Planning remarks:  The preoperative plan involved initial stabilization of the ankle joint to restore tibial length, followed by soft tissue repair. The posterior tibialis tendon and FHL were directly repaired, while the FDL was tenodesed to the FHL. The medial malleolar fracture with deltoid ligament avulsion was addressed using a 2.0 mm screw and Fiberwire through a bone tunnel. A fibular nail was used for length stability, and an ankle-spanning external fixator was applied for temporary stabilization.

Surgical Discussion

Patient positioning:  The patient was positioned supine on the operating table with the affected limb prepped and draped in standard sterile fashion.

Anatomical surgical approach:  A medial approach to the distal tibia was utilized for fracture fixation.
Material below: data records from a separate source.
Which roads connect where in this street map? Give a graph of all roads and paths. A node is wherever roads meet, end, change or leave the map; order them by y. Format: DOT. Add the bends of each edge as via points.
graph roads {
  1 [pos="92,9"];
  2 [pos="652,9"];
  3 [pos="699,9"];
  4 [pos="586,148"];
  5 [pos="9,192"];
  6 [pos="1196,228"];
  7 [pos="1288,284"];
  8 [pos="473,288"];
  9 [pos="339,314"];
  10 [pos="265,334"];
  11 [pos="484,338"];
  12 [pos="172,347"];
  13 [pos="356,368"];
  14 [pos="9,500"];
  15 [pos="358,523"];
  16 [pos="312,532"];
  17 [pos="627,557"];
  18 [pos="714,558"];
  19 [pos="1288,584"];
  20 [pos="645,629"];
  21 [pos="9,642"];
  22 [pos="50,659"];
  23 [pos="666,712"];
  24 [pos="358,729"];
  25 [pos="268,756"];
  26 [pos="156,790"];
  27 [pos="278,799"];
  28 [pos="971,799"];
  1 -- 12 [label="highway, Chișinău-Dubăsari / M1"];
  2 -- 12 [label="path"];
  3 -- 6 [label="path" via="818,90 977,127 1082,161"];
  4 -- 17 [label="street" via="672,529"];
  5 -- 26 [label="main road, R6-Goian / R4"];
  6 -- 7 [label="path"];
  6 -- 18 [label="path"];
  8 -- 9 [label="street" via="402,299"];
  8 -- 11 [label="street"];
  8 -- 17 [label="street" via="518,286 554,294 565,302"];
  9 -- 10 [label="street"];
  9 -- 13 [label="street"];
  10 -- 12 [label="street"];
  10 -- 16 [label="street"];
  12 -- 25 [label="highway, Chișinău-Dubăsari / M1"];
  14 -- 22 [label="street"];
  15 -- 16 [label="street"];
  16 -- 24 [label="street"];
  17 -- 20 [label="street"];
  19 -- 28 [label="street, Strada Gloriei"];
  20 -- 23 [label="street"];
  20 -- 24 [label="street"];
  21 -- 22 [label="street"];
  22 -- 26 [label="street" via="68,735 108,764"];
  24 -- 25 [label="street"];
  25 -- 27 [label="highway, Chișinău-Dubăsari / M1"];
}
The incision allowed access to the medial malleolus for fixation of the avulsed fragment and deltoid ligament repair. The fibula was accessed laterally for intramedullary nailing. An external fixator was applied spanning the ankle joint to maintain reduction and stability.

Operative remarks: 

The surgeon noted that despite the complexity of the injury and the initial concerns regarding the potential for implant failure, the chosen method of fixation proved successful. The medial bridge plate provided adequate stability until union, despite initial doubts about its sufficiency given the large bone defect. The use of antibiotic-impregnated cement to fill the bone void and subsequent autogenous bone grafting contributed to successful healing without infection or implant failure.

Postoperative protocol:   Postoperatively, the patient was non-weight bearing on the affected limb for six weeks. Progressive weight bearing was initiated following confirmation of graft incorporation and satisfactory healing progress.

Follow up:   Not specified.

Orthopaedic implants used:   2.0 mm screw, Fiberwire, fibular intramedullary nail, ankle-spanning external fixator, medial bridge plate, antibiotic-impregnated cement.